--- Extracted data Enclosed Below ---
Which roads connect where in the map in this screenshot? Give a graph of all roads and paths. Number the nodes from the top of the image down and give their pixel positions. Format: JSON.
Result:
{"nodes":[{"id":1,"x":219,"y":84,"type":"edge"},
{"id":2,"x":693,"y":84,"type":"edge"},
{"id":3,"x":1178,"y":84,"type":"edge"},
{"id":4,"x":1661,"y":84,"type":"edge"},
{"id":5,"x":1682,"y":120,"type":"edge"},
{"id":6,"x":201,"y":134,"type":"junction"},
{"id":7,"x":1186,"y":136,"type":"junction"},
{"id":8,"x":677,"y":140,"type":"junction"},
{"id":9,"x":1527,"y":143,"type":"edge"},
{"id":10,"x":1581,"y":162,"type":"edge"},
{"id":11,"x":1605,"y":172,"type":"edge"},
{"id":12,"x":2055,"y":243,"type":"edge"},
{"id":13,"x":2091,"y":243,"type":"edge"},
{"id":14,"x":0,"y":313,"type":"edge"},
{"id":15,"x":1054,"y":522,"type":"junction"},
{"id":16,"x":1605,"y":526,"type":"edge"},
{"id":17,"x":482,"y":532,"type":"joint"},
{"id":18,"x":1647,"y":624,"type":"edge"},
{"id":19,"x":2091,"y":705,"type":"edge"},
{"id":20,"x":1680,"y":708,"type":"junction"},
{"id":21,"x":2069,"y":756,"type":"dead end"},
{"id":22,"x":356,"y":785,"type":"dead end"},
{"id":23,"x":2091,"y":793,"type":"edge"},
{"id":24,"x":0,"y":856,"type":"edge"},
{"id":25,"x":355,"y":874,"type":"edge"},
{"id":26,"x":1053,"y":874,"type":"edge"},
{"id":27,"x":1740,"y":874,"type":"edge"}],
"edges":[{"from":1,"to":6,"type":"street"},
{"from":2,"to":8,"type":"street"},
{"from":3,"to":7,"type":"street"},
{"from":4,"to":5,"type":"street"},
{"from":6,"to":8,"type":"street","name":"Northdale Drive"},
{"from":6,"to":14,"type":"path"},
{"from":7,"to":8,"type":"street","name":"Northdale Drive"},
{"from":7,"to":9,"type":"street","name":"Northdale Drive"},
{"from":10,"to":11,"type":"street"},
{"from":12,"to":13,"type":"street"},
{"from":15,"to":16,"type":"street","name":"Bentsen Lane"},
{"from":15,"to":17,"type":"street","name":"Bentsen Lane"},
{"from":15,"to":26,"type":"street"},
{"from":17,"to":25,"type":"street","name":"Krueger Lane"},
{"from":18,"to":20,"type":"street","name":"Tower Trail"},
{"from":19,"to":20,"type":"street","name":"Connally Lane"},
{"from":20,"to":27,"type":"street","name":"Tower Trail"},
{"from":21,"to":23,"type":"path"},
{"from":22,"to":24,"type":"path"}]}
--- End of Enclosed Extracted data ---
--- Extracted data Enclosed Below ---
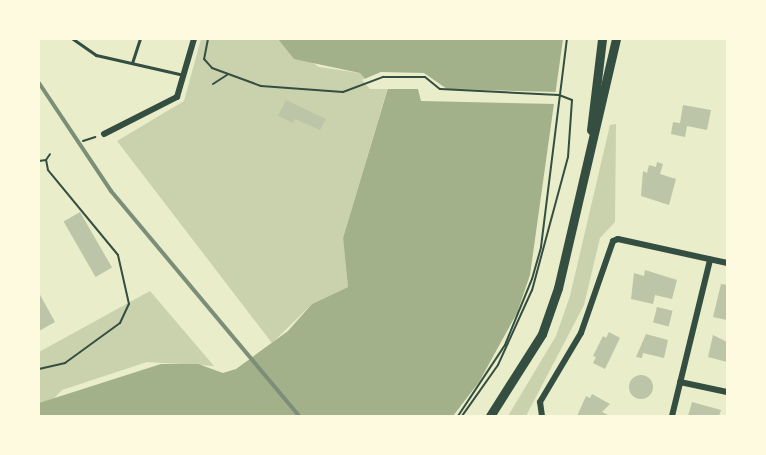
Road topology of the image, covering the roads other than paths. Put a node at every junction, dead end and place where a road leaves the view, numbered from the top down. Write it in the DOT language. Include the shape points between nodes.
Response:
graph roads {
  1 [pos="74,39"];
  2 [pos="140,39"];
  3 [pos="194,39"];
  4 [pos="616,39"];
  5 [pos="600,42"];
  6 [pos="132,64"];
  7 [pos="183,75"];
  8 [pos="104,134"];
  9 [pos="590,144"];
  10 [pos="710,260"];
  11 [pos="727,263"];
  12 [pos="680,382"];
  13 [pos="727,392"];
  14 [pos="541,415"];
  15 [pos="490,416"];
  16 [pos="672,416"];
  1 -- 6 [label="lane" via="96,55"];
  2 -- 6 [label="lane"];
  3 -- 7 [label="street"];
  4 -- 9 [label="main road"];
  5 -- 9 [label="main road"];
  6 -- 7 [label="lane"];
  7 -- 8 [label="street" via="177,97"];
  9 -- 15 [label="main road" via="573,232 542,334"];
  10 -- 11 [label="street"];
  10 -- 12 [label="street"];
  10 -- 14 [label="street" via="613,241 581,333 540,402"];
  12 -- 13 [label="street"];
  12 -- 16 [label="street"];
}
--- End of Enclosed Extracted data ---
▶ _What you have to do_
Where the word "down" occurs in a line of the records, copy that line.

▶ _Answer section_
Which roads connect where in the map in this screenshot? Give a graph of all roads and paths. Number the nodes from the top of the image down and give their pixel positions. Format: JSON.
Road topology of the image, covering the roads other than paths. Put a node at every junction, dead end and place where a road leaves the view, numbered from the top down. Write it in the DOT language. Include the shape points between nodes.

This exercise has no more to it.